JCWI join lawyers and activists at Immigration Summit

JCWI join leading activists and lawyers at Leigh Day Immigration Summit 2025.

Adam Jones, legal lead on JCWI’s ‘Climate Justice is Migrant Justice’ Project, Ravishaan Rahel Muthiah, JCWI’s Communications Director, and veteran journalist and JCWI trustee Simon Israel joined leading lawyers and activists at the Leigh Day Immigration Summit 2025 to tackle the urgent issues shaping migration and human rights.

Simon opened the summit with a powerful keynote, highlighting the deepening human rights challenges faced by those working with displaced communities in an era of political hostility and environmental crisis.

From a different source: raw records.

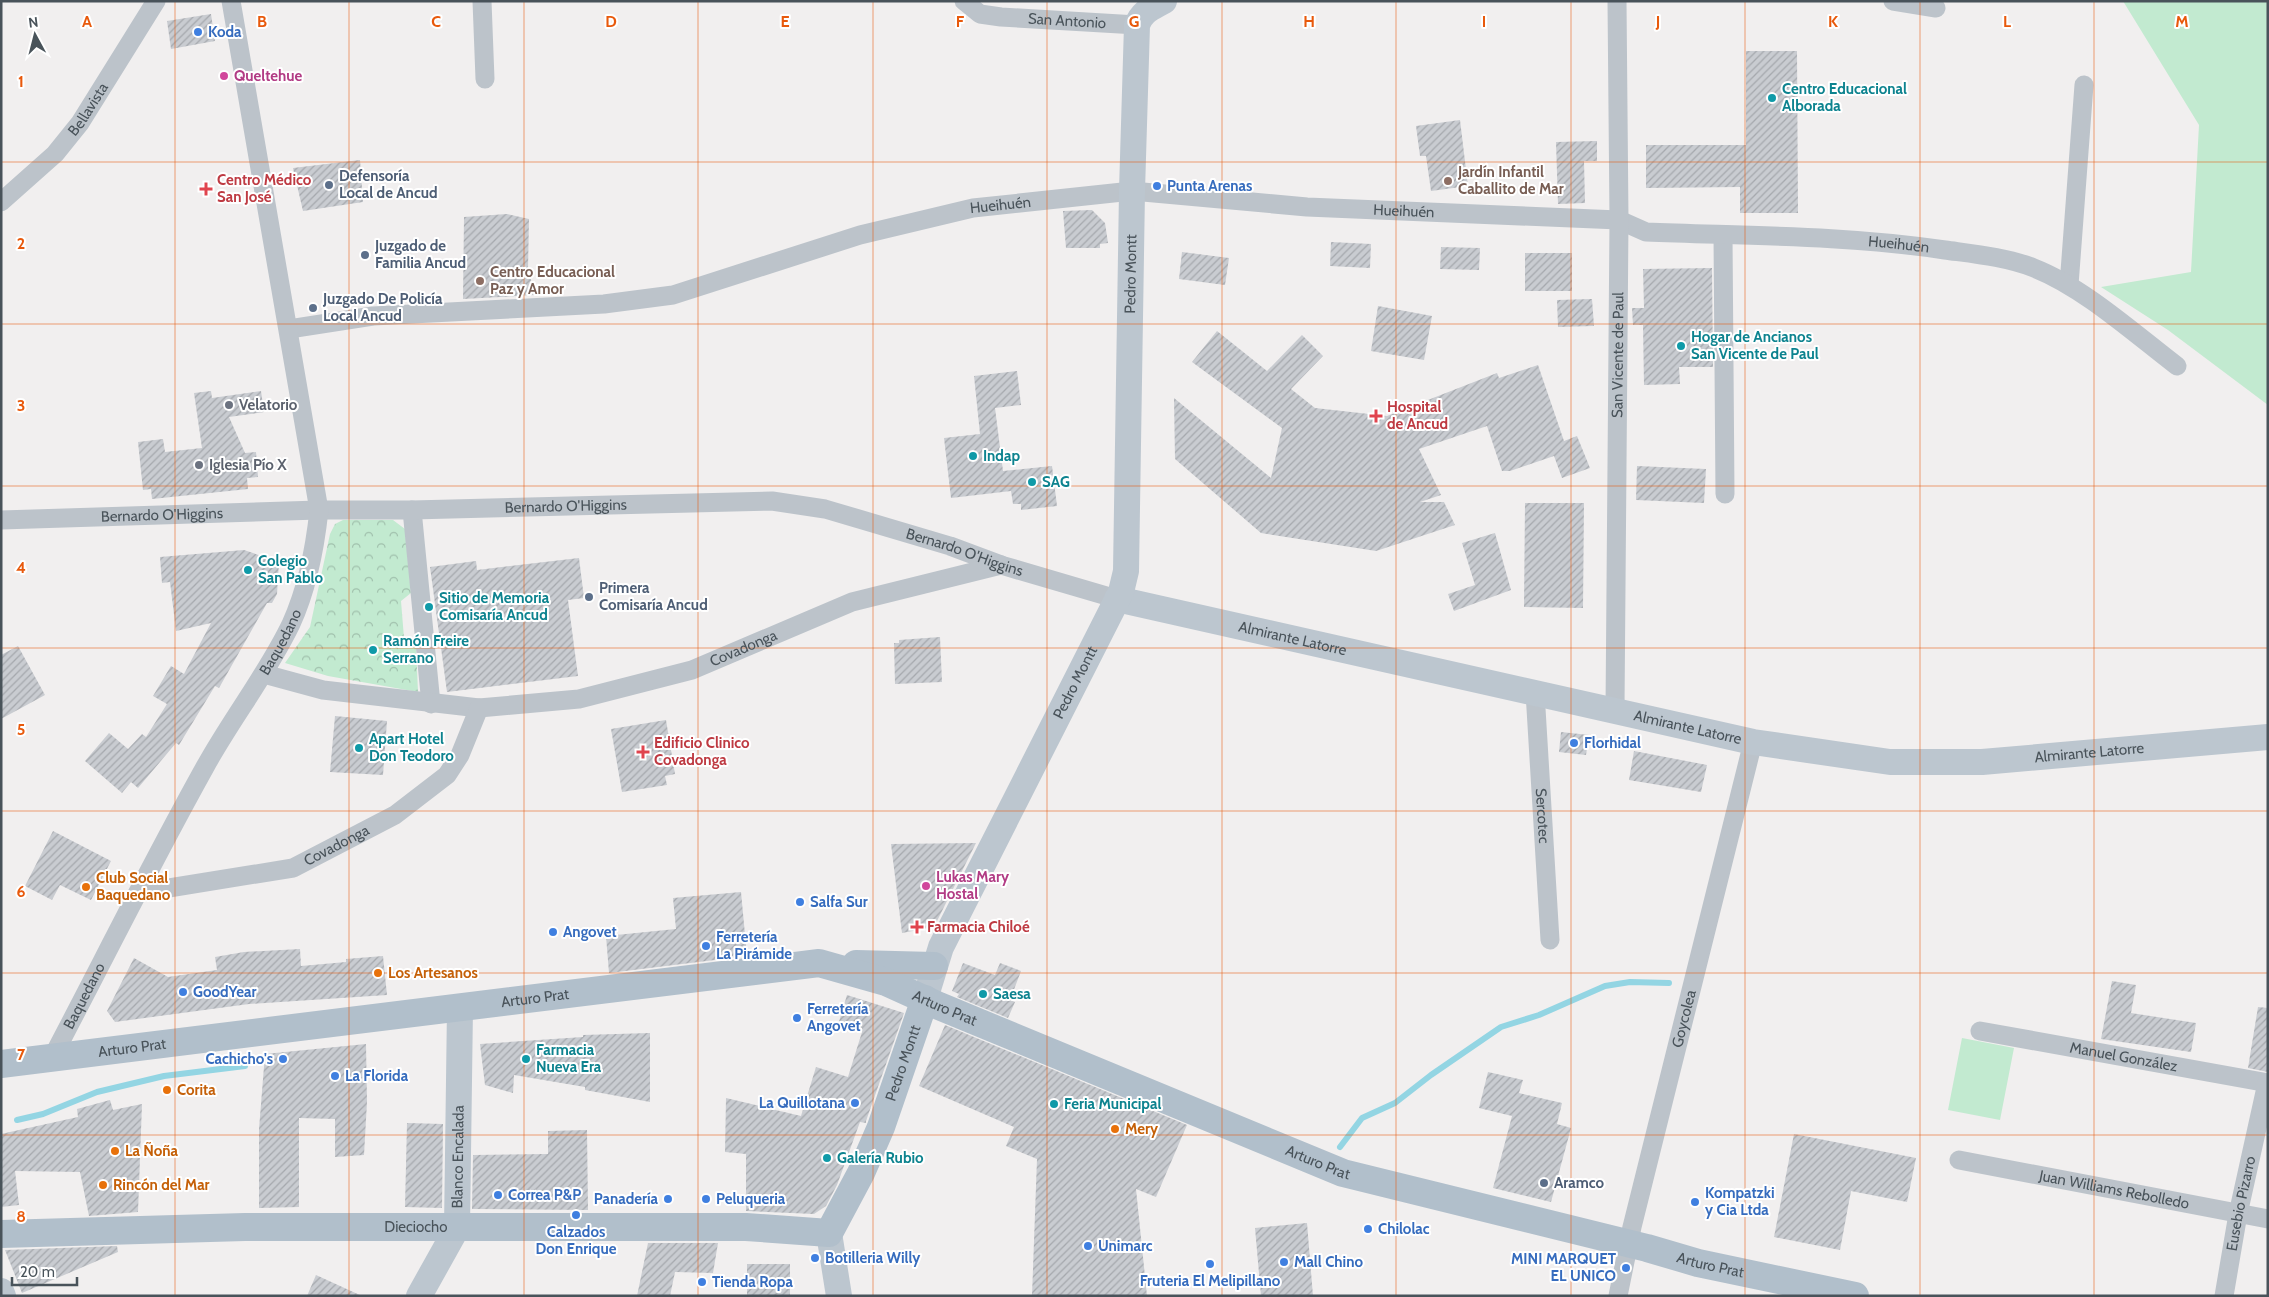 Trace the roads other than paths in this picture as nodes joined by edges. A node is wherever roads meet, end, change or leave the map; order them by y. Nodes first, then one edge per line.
1 (156, 1) edge
2 (230, 1) edge
3 (482, 1) edge
4 (964, 1) edge
5 (1164, 1) edge
6 (1618, 1) edge
7 (1894, 1) edge
8 (1936, 8) dead end
9 (1137, 25) junction
10 (485, 79) dead end
11 (2084, 85) dead end
12 (1132, 192) junction
13 (1, 202) edge
14 (1619, 220) junction
15 (1723, 235) junction
16 (2069, 284) junction
17 (289, 329) junction
18 (2177, 366) dead end
19 (1724, 494) dead end
20 (319, 510) junction
21 (412, 510) junction
22 (1, 520) edge
23 (1001, 565) junction
24 (1118, 599) junction
25 (264, 674) junction
26 (1535, 692) junction
27 (431, 704) junction
28 (479, 708) junction
29 (1615, 709) junction
30 (2268, 737) edge
31 (1753, 742) junction
32 (138, 893) junction
33 (1550, 940) dead end
34 (819, 963) junction
35 (934, 966) junction
36 (925, 999) junction
37 (460, 1007) junction
38 (1980, 1031) dead end
39 (52, 1058) junction
40 (1, 1064) edge
41 (1, 1081) edge
42 (2267, 1083) edge
43 (1959, 1160) dead end
44 (2238, 1214) junction
45 (2268, 1219) edge
46 (458, 1228) junction
47 (829, 1233) junction
48 (1, 1234) edge
49 (1630, 1244) junction
50 (1792, 1290) edge
51 (1, 1291) edge
52 (3, 1296) edge
53 (419, 1296) edge
54 (839, 1296) edge
55 (1618, 1296) edge
56 (1855, 1296) edge
57 (2224, 1296) edge

1 - 13 street, Bellavista
2 - 17 street, Baquedano
3 - 10 street
4 - 9 street, San Antonio
5 - 9 main road
6 - 14 street, San Vicente de Paul
7 - 8 street
9 - 12 main road, Pedro Montt
11 - 16 street
12 - 14 street, Hueihuén
12 - 17 street, Hueihuén
12 - 24 main road, Pedro Montt
14 - 15 street, Hueihuén
14 - 29 street, San Vicente de Paul
15 - 16 street, Hueihuén
15 - 19 street
16 - 18 street, Hueihuén
17 - 20 street, Baquedano
20 - 21 street, Bernardo O'Higgins
20 - 22 street, Bernardo O'Higgins
20 - 25 street, Baquedano
21 - 23 street, Bernardo O'Higgins
21 - 27 street
23 - 24 street, Bernardo O'Higgins
23 - 28 street, Covadonga
24 - 26 main road, Almirante Latorre
24 - 35 main road, Pedro Montt
25 - 27 street, Covadonga
25 - 32 street, Baquedano
26 - 29 main road, Almirante Latorre
26 - 33 street, Sercotec
27 - 28 street, Covadonga
28 - 32 street, Covadonga
29 - 31 main road, Almirante Latorre
30 - 31 main road, Almirante Latorre
31 - 49 street, Goycolea
32 - 39 street, Baquedano
34 - 35 main road
34 - 36 main road, Arturo Prat
34 - 37 main road, Arturo Prat
35 - 36 main road, Pedro Montt
36 - 47 main road, Pedro Montt
36 - 49 main road, Arturo Prat
37 - 39 main road, Arturo Prat
37 - 46 main road, Blanco Encalada
38 - 42 street, Manuel González
39 - 40 main road, Arturo Prat
39 - 41 main road
42 - 44 street, Eusebio Pizarro
43 - 44 street, Juan Williams Rebolledo
44 - 45 street, Juan Williams Rebolledo
44 - 57 street, Eusebio Pizarro
46 - 47 main road, Dieciocho
46 - 48 main road, Dieciocho
46 - 53 main road, Blanco Encalada
47 - 54 main road
49 - 50 main road, Arturo Prat
49 - 55 street, Goycolea
50 - 56 main road, Arturo Prat
51 - 52 main road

Image of Comms director at immigration summit gesticulating

Ravishaan joined a panel exploring how anti-migrant discourse helped fuel recent UK unrest – and the danger of its resurgence. He was joined by long-time human rights advocates Lee Jasper and Frances Webber, with the panel chaired by Frances Swaine, consultant solicitor in Leigh Day’s Windrush, Immigration and Asylum team.

Looking to the future, the panellists discussed the complex realities of grassroots organising in a polarised climate, including the tension between broadening support and staying true to radical values.

There’s real hope in what we’re seeing, especially among young people using platforms like TikTok to engage with progressive politics. To push back against far-right narratives, we have to be nimble, bold, and clear - using technology to amplify our message with purpose.

Ravishaan Rahel Muthiah, Communications Director at JCWI

 

Adam Jones chaired a panel on the urgent need to establish legal frameworks for climate justice. Panellists shared bold, collaborative strategies – from building an open-source database of climate-related cases, to leveraging decisions in regional courts like the Inter-American Court of Human Rights to create legal momentum at the global level. The panel included Dr David Ngira (Amnesty International), Geoffrey Mboya (Kenyan youth advocate), Emily Rowe (Refugee Legal Support), Yumna Kamel (Earth Refuge), and climate litigation specialist Harj Narulla.

Amid urgent and overlapping threats – climate collapse, displacement, and resurgent xenophobia – the event offered a moment of real hope, as lawyers and activists came together to chart a path forward.